Extracted information Start Marker
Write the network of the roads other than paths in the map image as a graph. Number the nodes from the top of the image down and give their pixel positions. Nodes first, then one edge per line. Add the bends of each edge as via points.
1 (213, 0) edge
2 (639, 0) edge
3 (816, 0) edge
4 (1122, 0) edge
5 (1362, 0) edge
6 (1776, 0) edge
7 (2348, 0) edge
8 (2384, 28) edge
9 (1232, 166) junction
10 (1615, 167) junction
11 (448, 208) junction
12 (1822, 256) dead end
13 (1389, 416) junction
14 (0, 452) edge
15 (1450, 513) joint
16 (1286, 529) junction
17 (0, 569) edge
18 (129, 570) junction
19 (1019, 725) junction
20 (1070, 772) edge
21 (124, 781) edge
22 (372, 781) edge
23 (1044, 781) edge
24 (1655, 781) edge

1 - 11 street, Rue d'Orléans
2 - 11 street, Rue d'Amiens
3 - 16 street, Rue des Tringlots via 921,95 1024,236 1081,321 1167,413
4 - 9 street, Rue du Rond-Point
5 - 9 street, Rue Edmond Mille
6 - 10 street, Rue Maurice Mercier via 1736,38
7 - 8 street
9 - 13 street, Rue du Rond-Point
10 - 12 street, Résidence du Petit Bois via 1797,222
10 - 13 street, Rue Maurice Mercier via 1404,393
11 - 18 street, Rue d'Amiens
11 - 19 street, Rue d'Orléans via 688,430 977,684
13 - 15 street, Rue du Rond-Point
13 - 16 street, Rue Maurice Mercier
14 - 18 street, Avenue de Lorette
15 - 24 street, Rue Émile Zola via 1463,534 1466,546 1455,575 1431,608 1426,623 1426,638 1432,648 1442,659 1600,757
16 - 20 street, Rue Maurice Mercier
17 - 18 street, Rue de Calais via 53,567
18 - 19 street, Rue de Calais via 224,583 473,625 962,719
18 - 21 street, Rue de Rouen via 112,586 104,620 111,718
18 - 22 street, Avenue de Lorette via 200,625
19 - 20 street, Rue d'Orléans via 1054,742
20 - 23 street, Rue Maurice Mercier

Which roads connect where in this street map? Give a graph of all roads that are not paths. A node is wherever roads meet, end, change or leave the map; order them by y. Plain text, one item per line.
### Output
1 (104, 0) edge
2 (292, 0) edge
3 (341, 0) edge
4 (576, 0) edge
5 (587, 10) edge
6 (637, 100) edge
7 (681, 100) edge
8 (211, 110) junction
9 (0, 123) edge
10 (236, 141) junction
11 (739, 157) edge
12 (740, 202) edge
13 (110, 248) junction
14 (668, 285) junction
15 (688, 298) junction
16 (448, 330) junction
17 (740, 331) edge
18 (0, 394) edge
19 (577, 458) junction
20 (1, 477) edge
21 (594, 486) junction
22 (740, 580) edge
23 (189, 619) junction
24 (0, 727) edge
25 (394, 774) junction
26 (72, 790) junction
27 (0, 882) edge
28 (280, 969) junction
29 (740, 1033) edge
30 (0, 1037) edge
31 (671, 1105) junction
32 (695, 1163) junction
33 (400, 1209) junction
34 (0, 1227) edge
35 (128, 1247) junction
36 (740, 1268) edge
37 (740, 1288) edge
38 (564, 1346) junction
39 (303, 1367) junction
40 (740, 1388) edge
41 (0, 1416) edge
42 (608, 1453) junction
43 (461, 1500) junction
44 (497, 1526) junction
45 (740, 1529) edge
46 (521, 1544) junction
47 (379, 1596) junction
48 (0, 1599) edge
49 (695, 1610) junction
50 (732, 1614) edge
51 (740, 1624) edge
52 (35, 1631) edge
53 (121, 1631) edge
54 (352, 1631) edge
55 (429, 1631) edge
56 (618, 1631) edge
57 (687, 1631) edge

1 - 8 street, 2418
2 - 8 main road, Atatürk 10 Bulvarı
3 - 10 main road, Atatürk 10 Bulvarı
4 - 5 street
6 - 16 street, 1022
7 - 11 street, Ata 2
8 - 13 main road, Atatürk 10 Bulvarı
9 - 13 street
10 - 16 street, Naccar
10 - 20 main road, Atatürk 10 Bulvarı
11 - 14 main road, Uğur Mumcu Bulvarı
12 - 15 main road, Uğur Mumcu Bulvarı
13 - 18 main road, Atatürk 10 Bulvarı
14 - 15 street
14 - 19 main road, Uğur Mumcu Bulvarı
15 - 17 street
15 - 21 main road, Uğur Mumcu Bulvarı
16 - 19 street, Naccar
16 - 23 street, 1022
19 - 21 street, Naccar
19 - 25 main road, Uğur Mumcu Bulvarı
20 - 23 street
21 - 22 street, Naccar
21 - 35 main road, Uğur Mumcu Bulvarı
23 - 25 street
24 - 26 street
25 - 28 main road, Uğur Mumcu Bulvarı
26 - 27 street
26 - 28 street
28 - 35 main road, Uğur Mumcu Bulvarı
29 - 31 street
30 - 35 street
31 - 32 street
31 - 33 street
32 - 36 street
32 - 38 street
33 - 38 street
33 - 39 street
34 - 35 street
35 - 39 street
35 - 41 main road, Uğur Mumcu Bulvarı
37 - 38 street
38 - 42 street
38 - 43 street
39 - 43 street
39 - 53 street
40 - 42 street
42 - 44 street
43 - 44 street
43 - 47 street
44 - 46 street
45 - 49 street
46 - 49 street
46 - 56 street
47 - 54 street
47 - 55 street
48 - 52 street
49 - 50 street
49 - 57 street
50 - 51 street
Extracted information End Marker
> _Exercise instructions_: Wherever the word "Avenue" shows up in the material, copy the line it is on.

> _Task answer_:
14 - 18 street, Avenue de Lorette
18 - 22 street, Avenue de Lorette via 200,625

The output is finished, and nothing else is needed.